Wednesday, January 5, 2011

The Difference Between Love and a Relationship

I've got two ideas for posts in my head right now, both having entered my mind at various points today, both seeming slightly too short to write about adequately in one post.  So instead of being intelligent and writing two shorter posts, I'm going to put this all into one lumped-together mess of a blog post here.  I wish you luck in making sense of what this jumble of a post comes out to be.

I'm glad I made this decision.  It's one of, if not the, best decisions I've made in my life.  I've learned about myself, learned how to get by, figured some things out, gotten hurt, fallen in love, made mistakes, paid the price.  I've done a lot in that time.  Particularly, I've done a lot I wouldn't have done if I hadn't pursued this possibility, taken this up.  Some things about me have changed, while others haven't.  I guess that's just how it works.

One of the silliest, most stereotypically young-adult phase sorts of things to change was that I learned to talk to people of the opposite gender.  Well, actually...I'll amend that.  I learned to be friends with people of the opposite gender.  Prior to all of this, several years ago, all of my friends were the same sex as me.  I could interact just fine with everyone, work with them when necessary, make idle chatter in the minutes between obligations or over work.  But I'd never been friends with them.  Hell, they were almost a different species as far as I was concerned, that's how little interaction I had with them as far as their potential to be my friends.

And yet, interestingly enough, my opinion on relationships hasn't changed much.  It's developed and deepened as I've gained experience, but it hasn't changed.  I remember how at the beginning of all this, in one of those conversations you have to have when you first start something, I said (I no longer remember in what context this came up) "I think relationships are different than being in love.  Love is a feeling, it's an emotion or a set of them.  It may come or go but doesn't require any action to maintain.  Relationships, on the other hand, take effort.  You have to put effort into them...just being in love isn't enough to stay in a good relationship."

I didn't really know too well what I was saying at the time, but ironically enough, younger me had a good idea there.  One that I still believe.  Relationships take work.  If I've learned nothing else in the past few years, I've come to really appreciate that thought process.  Any sort of relationship takes effort, commitment, and sacrifice.  Be it a romantic pursuit, a friendly one, or a professional one.  One of the most prominent examples of this is evident in romantic relationships and the road that they seem eventually to lead to--marriage.

This thought about arranged marriage was dropped into my mind today and somehow I remembered back to that one statement of mine way back when, which is the only thing that really ties this at all into the post...anyhow, back to actual writing.  I read somewhere that arranged marriages have a lower divorce rate than, how to put this, others made by free choice.  That, in my mind, supports the idea that making a marriage, or any other relationship, work is contingent on effort and cooperation, willingness to sacrifice and tolerance, rather than being in love or believing in fate.

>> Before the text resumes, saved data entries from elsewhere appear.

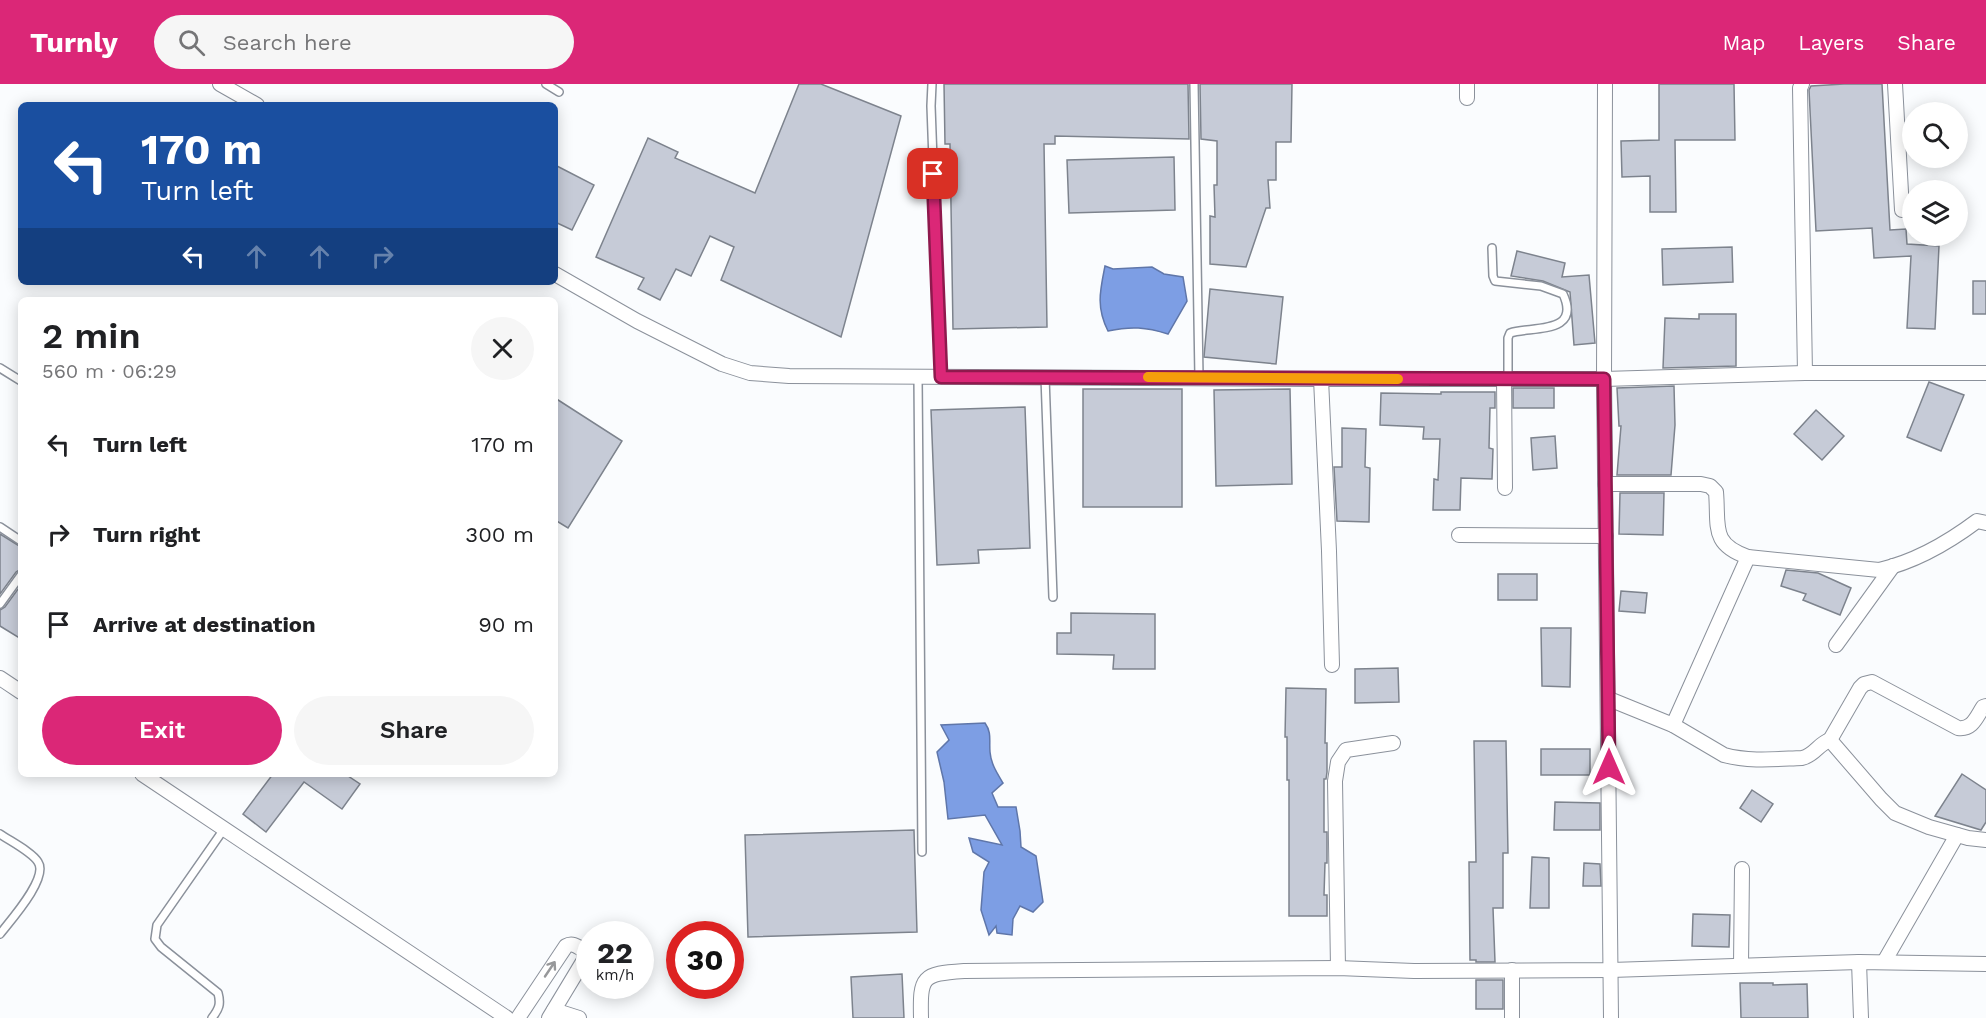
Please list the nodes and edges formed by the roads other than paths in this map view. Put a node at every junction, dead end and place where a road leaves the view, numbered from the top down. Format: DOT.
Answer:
graph roads {
  1 [pos="220,84"];
  2 [pos="546,84"];
  3 [pos="932,84"];
  4 [pos="1194,84"];
  5 [pos="1605,84"];
  6 [pos="1802,84"];
  7 [pos="1895,84"];
  8 [pos="559,92"];
  9 [pos="252,102"];
  10 [pos="1902,210"];
  11 [pos="1492,248"];
  12 [pos="558,276"];
  13 [pos="0,368"];
  14 [pos="1805,373"];
  15 [pos="1986,373"];
  16 [pos="918,377"];
  17 [pos="941,377"];
  18 [pos="1045,377"];
  19 [pos="1199,377"];
  20 [pos="18,379"];
  21 [pos="1321,379"];
  22 [pos="1506,379"];
  23 [pos="1604,379"];
  24 [pos="1605,484"];
  25 [pos="1504,488"];
  26 [pos="1986,523"];
  27 [pos="0,527"];
  28 [pos="1459,535"];
  29 [pos="1606,536"];
  30 [pos="18,539"];
  31 [pos="1748,557"];
  32 [pos="1893,566"];
  33 [pos="18,579"];
  34 [pos="1053,597"];
  35 [pos="0,604"];
  36 [pos="1836,645"];
  37 [pos="1332,665"];
  38 [pos="0,678"];
  39 [pos="18,690"];
  40 [pos="1608,699"];
  41 [pos="1986,706"];
  42 [pos="1673,725"];
  43 [pos="1830,740"];
  44 [pos="1393,742"];
  45 [pos="146,777"];
  46 [pos="224,830"];
  47 [pos="0,834"];
  48 [pos="1958,835"];
  49 [pos="1986,840"];
  50 [pos="922,852"];
  51 [pos="1742,869"];
  52 [pos="0,934"];
  53 [pos="1859,962"];
  54 [pos="1884,962"];
  55 [pos="1986,964"];
  56 [pos="1741,965"];
  57 [pos="1338,968"];
  58 [pos="1512,970"];
  59 [pos="1611,970"];
  60 [pos="551,1014"];
  61 [pos="212,1018"];
  62 [pos="507,1018"];
  63 [pos="518,1018"];
  64 [pos="579,1018"];
  65 [pos="921,1018"];
  66 [pos="1512,1018"];
  67 [pos="1611,1018"];
  68 [pos="1861,1018"];
  1 -- 9 [label="street"];
  2 -- 8 [label="lane"];
  3 -- 17 [label="lane"];
  4 -- 19 [label="lane"];
  5 -- 23 [label="street"];
  6 -- 14 [label="street"];
  7 -- 10 [label="street"];
  11 -- 22 [label="lane"];
  12 -- 16 [label="street"];
  13 -- 20 [label="lane"];
  14 -- 15 [label="street"];
  14 -- 23 [label="street"];
  16 -- 17 [label="street"];
  16 -- 50 [label="lane"];
  17 -- 18 [label="street"];
  18 -- 19 [label="street"];
  18 -- 34 [label="lane"];
  19 -- 21 [label="street"];
  21 -- 22 [label="street"];
  21 -- 37 [label="street"];
  22 -- 23 [label="street"];
  22 -- 25 [label="street"];
  23 -- 24 [label="street"];
  24 -- 29 [label="street"];
  24 -- 31 [label="street"];
  26 -- 32 [label="street"];
  27 -- 30 [label="lane"];
  28 -- 29 [label="street"];
  29 -- 40 [label="street"];
  31 -- 32 [label="street"];
  31 -- 42 [label="street"];
  32 -- 36 [label="street"];
  33 -- 35 [label="lane"];
  38 -- 39 [label="street"];
  40 -- 42 [label="street"];
  40 -- 59 [label="street"];
  41 -- 43 [label="street"];
  42 -- 43 [label="street"];
  43 -- 48 [label="street"];
  44 -- 57 [label="street"];
  45 -- 46 [label="street"];
  46 -- 61 [label="lane"];
  46 -- 62 [label="street"];
  47 -- 52 [label="lane"];
  48 -- 49 [label="street"];
  48 -- 54 [label="street"];
  51 -- 56 [label="street"];
  53 -- 54 [label="street"];
  53 -- 56 [label="street"];
  53 -- 68 [label="street"];
  54 -- 55 [label="street"];
  56 -- 59 [label="street"];
  57 -- 58 [label="street"];
  57 -- 65 [label="street"];
  58 -- 59 [label="street"];
  58 -- 66 [label="street"];
  59 -- 67 [label="street"];
  63 -- 60 [label="street, one-way"];
  60 -- 64 [label="street"];
}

Most arranged marriages (to my knowledge) are made in cultures that view this as essential and look highly unfavorably upon separation.  That leaves the participants with few options beyond the obvious "make it work."  So they do, most often.  Yes, there are certain intolerable individuals who could not be in a successful relationship under any circumstances.  But in most cases, both parties are willing to work out their problems, cooperate, sacrifice, and make the marriage work.  Sometimes love winds up developing out of this mutual effort toward a common goal.  I'd imagine that other times it doesn't...but that doesn't stop the relationship from working, from being functional, successful, and oftentimes giving rise to intelligent or successful children.

In marriages of choice (excluding those made for the sake of financial convenience, pure greed, lust, etc.), the primary motivation to keep the relationship functioning is the feeling of love.  When things stop working and that feeling seems to dissipate, no matter how temporarily, the option of separation is always available, and people are more likely to take it because there is no cultural pressure on them to necessarily stay together.  Certainly, people change, sometimes there really is no going back to a functional relationship, but in most of these situations, if people understood that all it took was a bit more compromise, effort, and sacrifice to get the relationship functioning again and get over a rough spot, how much more often would people stay together?  But that's just my musings on the subject.  Having no experience with marriage, I can't really claim to know much of anything about it.

It's interesting to think though, that after all of these years, the things I have learned most about, some of my views on really haven't changed.  Most everything else about me really has.  I'd like to say it's for the better, but goodness knows I've done things I'm not proud of, made mistakes I never figured I would, and hurt people in ways I wouldn't have thought of before.  Yet sitting here, years later, looking back on the experience, I realize that all of the blood, sweat, and tears brought me where I am today.  And I daresay that's a better place, or certainly a more experienced one.

I don't know about anybody else, but I don't find ignorance to be bliss.  I like knowing things.  It hurts me more not to know anything than to know things that may hurt.  If I know what is before me, I can face it and figure out what to do.  I don't like ignorance.  I'd rather see the hell I'm walking into than have it obscured by a fog if that's the way it has to be.  And honestly, I'm proud of it.  I'm proud of the person I've become and the things I believe.  I'll rarely admit it, but there it is.  I am.